Total general and administrative expenses as a percent of revenue decreased slightly to 51.7% compared with 51.8% during the first quarter of the prior fiscal year.

Key return ratios for the first quarter included a 12.1% return on average assets and a 32.6% return on average equity for a trailing 12 month period ended June 30, 2014. The Company opened 5 new offices and merged 5 offices into an existing location during the first fiscal quarter.


About World Acceptance Corporation

World Acceptance Corporation is one of the largest small-loan consumer finance companies, operating 1,271 offices in 14 states and Mexico. It is also the parent company of ParaData Financial Systems, a provider of computer software solutions for the consumer finance industry.

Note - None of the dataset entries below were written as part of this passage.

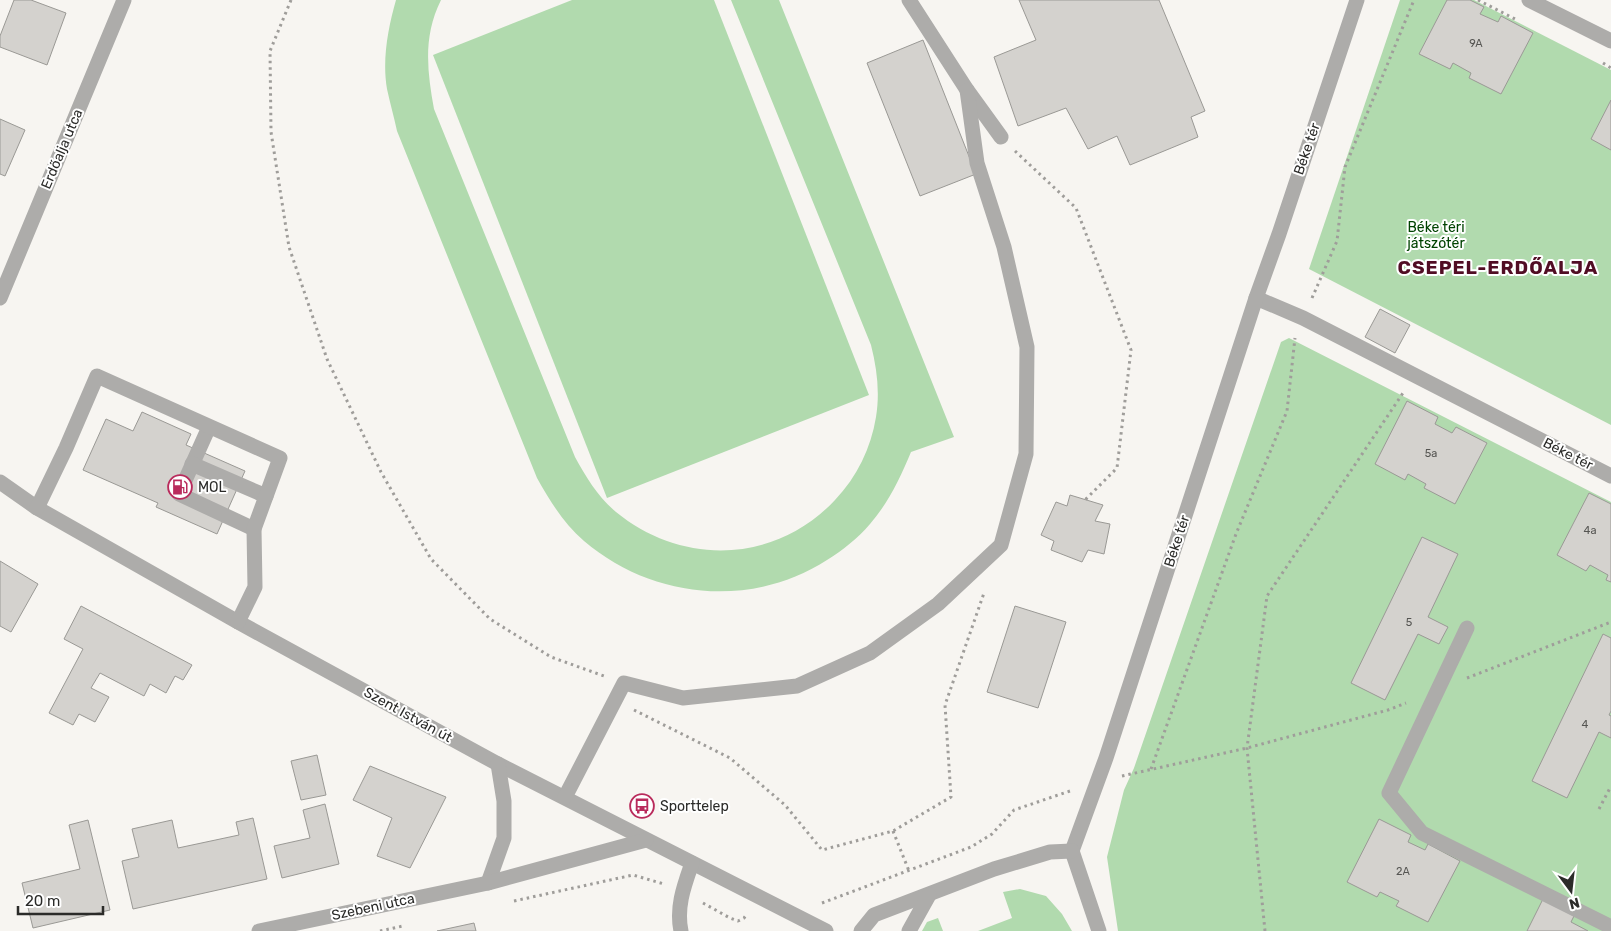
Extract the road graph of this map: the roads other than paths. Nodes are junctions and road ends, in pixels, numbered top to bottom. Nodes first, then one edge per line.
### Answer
1 (124, 0) edge
2 (909, 0) edge
3 (1358, 0) edge
4 (1529, 0) edge
5 (1611, 41) edge
6 (966, 90) junction
7 (1000, 137) road end
8 (0, 298) edge
9 (1256, 298) junction
10 (209, 427) junction
11 (192, 464) junction
12 (1611, 476) edge
13 (0, 482) edge
14 (266, 496) junction
15 (38, 508) junction
16 (254, 529) junction
17 (238, 622) junction
18 (1467, 628) dead end
19 (498, 764) junction
20 (565, 798) junction
21 (646, 840) junction
22 (1072, 851) junction
23 (692, 863) junction
24 (488, 883) junction
25 (929, 895) junction
26 (1611, 927) edge
27 (259, 931) edge
28 (681, 931) edge
29 (826, 931) edge
30 (861, 931) edge
31 (909, 931) edge
32 (1099, 931) edge

1 - 8 street, Erdőalja utca
2 - 6 street
3 - 9 street, Béke tér
4 - 5 street
6 - 7 street
6 - 20 street
9 - 12 street, Béke tér
9 - 22 street, Béke tér
10 - 11 street
10 - 14 street
10 - 15 street
11 - 14 street
11 - 16 street
13 - 15 street, Szent István út
14 - 16 street
15 - 17 street, Szent István út
16 - 17 street
17 - 19 street, Szent István út
18 - 26 street
19 - 20 street, Szent István út
19 - 24 street
20 - 21 street, Szent István út
21 - 23 street, Szent István út
21 - 24 street, Szebeni utca
22 - 25 street
22 - 32 street
23 - 28 street
23 - 29 street, Szent István út
24 - 27 street, Szebeni utca
25 - 30 street
25 - 31 street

First Quarter Conference Call

The senior management of World Acceptance Corporation will be discussing these results in its quarterly conference call to be held at 10:00 a.m. Eastern time today. A script of the Chairman and Chief Executive Officer’s prepared remarks for the conference call has been furnished as Exhibit 99.2 to the Company’s Form 8-K filed today with the Securities and Exchange Commission (“SEC”) in connection with this press release, and is available via the SEC’s Edgar database at www.sec.gov, and will also be posted to the Company’s website as soon as practicable. A simulcast of the conference call will be available on the Internet at http://www.videonewswire.com/event.asp?id=100030. The call will be available for replay on the Internet for approximately 30 days.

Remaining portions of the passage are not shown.